_WORK INSTRUCTION_
If a line of the data below holds the word "dead", list it.

_DATA EXCERPTS_

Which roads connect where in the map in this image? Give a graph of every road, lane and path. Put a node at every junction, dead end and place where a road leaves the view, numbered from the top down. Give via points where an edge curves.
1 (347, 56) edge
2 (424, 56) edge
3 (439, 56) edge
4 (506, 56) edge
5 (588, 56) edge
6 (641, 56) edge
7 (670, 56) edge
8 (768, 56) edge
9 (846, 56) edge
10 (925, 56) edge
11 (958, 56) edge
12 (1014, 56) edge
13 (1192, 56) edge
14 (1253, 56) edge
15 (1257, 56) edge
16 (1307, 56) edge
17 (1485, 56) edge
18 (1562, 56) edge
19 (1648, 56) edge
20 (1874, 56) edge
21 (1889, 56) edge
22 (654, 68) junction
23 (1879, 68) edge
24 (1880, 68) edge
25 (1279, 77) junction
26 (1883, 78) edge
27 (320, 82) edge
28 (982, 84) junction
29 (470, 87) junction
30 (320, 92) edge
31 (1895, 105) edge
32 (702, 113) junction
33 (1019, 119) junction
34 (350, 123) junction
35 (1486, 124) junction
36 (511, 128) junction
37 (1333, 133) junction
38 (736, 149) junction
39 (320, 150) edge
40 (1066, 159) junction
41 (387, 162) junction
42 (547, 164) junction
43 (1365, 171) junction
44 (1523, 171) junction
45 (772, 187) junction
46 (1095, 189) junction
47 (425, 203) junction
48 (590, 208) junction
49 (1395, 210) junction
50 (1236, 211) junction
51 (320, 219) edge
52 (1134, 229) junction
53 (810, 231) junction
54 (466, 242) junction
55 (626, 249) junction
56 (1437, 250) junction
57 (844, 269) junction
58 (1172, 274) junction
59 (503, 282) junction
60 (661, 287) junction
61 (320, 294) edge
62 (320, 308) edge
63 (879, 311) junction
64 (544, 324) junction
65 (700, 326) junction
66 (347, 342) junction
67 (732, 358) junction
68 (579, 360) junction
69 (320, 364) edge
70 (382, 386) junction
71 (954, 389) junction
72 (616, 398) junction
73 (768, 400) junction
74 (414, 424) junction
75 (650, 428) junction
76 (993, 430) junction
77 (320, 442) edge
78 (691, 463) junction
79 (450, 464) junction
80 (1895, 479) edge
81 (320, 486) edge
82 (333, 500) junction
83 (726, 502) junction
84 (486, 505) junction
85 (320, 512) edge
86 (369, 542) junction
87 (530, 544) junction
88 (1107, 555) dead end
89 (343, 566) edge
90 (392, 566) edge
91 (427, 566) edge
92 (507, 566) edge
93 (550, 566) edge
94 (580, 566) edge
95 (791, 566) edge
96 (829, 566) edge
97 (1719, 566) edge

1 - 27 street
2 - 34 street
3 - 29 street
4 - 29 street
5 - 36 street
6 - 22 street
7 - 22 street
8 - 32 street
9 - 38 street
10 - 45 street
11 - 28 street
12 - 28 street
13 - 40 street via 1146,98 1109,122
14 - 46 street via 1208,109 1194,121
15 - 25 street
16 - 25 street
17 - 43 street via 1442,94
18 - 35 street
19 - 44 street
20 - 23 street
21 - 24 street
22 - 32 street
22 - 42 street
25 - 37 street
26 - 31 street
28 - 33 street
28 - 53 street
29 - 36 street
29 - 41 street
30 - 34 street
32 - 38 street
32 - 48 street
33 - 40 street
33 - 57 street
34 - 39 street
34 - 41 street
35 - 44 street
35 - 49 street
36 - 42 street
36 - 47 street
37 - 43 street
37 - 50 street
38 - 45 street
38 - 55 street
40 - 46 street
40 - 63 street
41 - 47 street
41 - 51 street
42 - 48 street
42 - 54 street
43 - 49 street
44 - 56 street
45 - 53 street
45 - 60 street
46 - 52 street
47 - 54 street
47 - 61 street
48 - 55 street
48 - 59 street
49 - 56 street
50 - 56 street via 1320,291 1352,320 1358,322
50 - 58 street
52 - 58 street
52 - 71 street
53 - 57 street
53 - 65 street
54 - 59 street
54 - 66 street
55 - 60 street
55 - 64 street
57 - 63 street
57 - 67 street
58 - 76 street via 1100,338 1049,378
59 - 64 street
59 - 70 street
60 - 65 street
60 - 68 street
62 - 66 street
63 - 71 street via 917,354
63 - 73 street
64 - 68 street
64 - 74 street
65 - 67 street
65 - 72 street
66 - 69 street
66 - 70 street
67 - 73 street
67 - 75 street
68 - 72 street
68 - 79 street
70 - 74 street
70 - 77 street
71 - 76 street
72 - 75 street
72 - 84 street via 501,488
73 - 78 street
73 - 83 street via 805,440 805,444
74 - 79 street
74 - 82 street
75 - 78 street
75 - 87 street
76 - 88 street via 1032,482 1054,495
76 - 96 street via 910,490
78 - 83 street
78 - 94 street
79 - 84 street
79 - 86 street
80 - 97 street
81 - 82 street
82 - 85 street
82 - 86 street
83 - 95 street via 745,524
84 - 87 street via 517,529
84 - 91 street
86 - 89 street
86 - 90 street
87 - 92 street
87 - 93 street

_ANSWER TO THIS PROBLEM_
Which roads connect where in the map in this image? Give a graph of every road, lane and path. Put a node at every junction, dead end and place where a road leaves the view, numbered from the top down. Give via points where an edge curves.
88 (1107, 555) dead end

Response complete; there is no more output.